By Nicole Friedman
NEW YORK--Exchange operator CME Group Inc. (CME) lowered the
amount of collateral required to trade the benchmark natural-gas
futures contract on Thursday, as daily moves in the market quieted
down from wild price swings seen earlier in the year.
CME, which owns the New York Mercantile Exchange, said
natural-gas margins for the front-month contract will be reduced by
25%, effective at the close of trading on March 14, in a notice
emailed Thursday.
Speculative investors in one benchmark natural-gas contract must
now put up a deposit of $3,300 to open a position and maintain
$3,000 of that to keep that position overnight.
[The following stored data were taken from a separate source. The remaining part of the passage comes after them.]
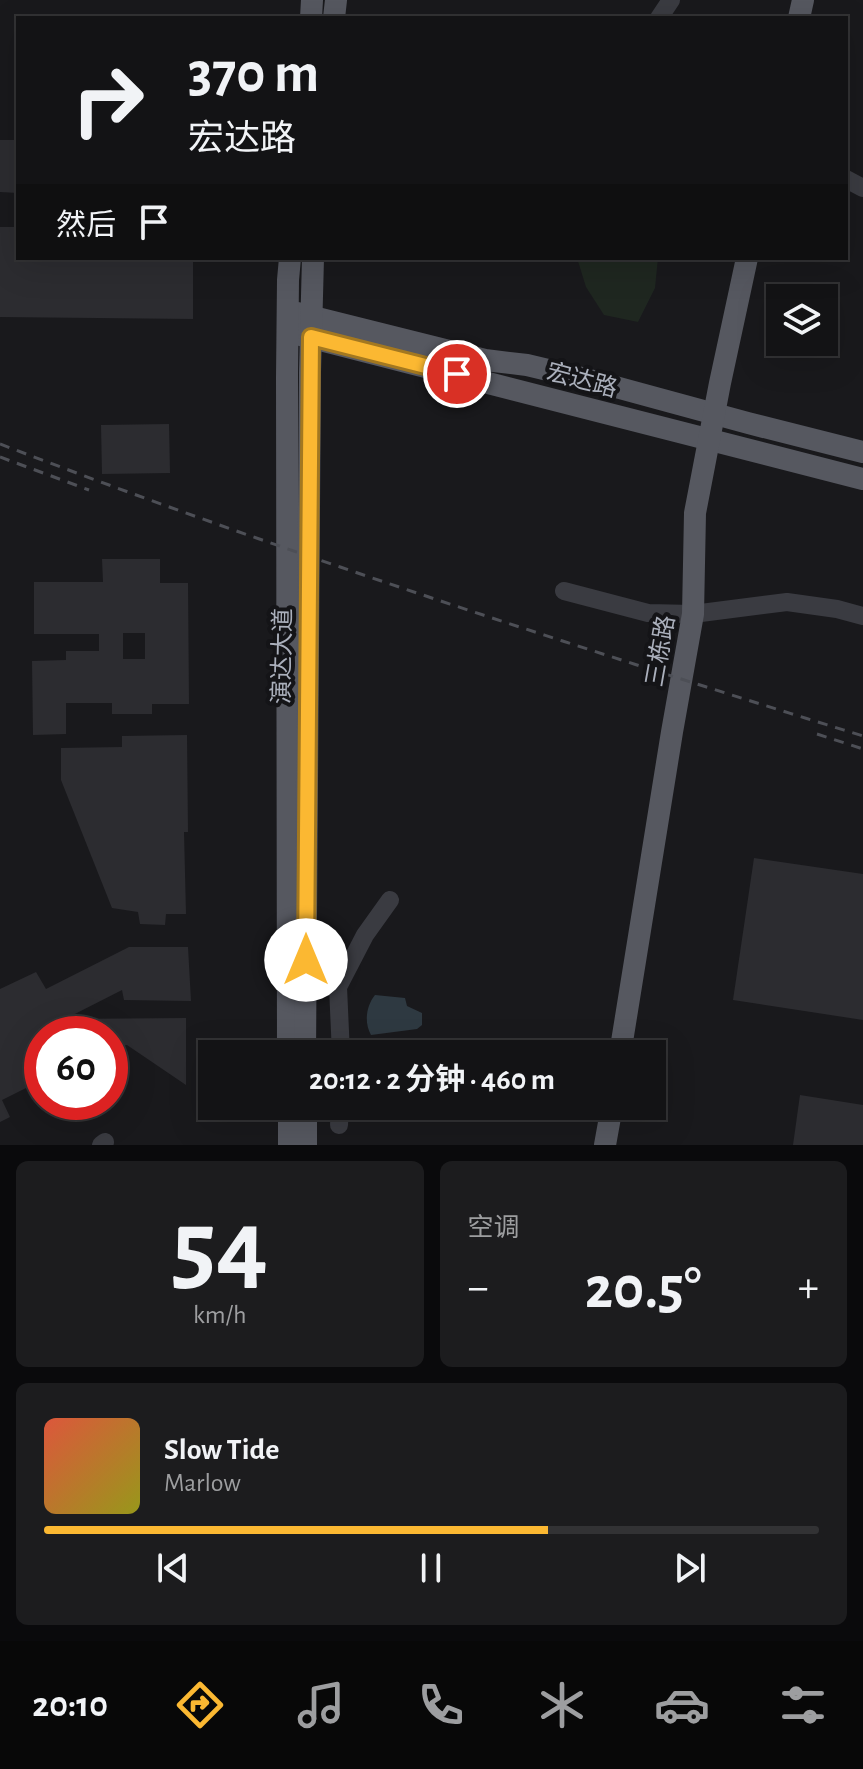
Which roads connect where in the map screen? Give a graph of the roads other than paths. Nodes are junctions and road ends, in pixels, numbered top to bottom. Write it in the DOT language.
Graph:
graph roads {
  1 [pos="290,260"];
  2 [pos="313,260"];
  3 [pos="747,260"];
  4 [pos="288,321"];
  5 [pos="311,327"];
  6 [pos="714,414"];
  7 [pos="708,440"];
  8 [pos="863,452"];
  9 [pos="863,479"];
  10 [pos="564,591"];
  11 [pos="693,614"];
  12 [pos="863,616"];
  13 [pos="390,900"];
  14 [pos="305,985"];
  15 [pos="338,987"];
  16 [pos="288,1040"];
  17 [pos="305,1040"];
  18 [pos="340,1040"];
  19 [pos="622,1040"];
  20 [pos="289,1120"];
  21 [pos="306,1120"];
  22 [pos="609,1120"];
  23 [pos="289,1145"];
  24 [pos="306,1145"];
  25 [pos="605,1145"];
  1 -- 4 [label="main road, 演达大道"];
  2 -- 5 [label="main road, 演达大道"];
  3 -- 6 [label="main road, 三栋路"];
  4 -- 5 [label="main road, 宏达路"];
  4 -- 16 [label="main road, 演达大道"];
  5 -- 6 [label="main road, 宏达路"];
  5 -- 7 [label="main road, 宏达路"];
  5 -- 14 [label="main road, 演达大道"];
  6 -- 7 [label="main road, 三栋路"];
  6 -- 8 [label="main road, 宏达路"];
  7 -- 9 [label="main road, 宏达路"];
  7 -- 11 [label="main road, 三栋路"];
  10 -- 11 [label="street"];
  11 -- 12 [label="street"];
  11 -- 19 [label="main road, 三栋路"];
  13 -- 15 [label="street"];
  14 -- 15 [label="street"];
  14 -- 17 [label="main road, 演达大道"];
  15 -- 18 [label="street"];
  20 -- 23 [label="main road"];
  21 -- 24 [label="main road"];
  22 -- 25 [label="main road"];
}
That is down from
the previous initial margin of $4,400 and maintenance margin of
$4,000.
Exchanges often boost so-called margin requirements after
periods of volatile trading. Margins are intended to cover 99% of
the possible price moves within a trading day or multiple trading
days, according to CME.
The CME raised the amount of collateral required to trade
natural gas several times this winter as the market grew
increasingly volatile in response to unusually cold weather, which
boosted demand for the heating fuel. Front-month natural-gas prices
moved 5% or more on 16 days in January and February. This month,
prices have yet to move 4% or more in a single day.
Natural gas for April delivery settled down 10.7 cents at $4.383
a million British thermal units on the New York Mercantile
Exchange. One contract consists of 10,000 mmBtu.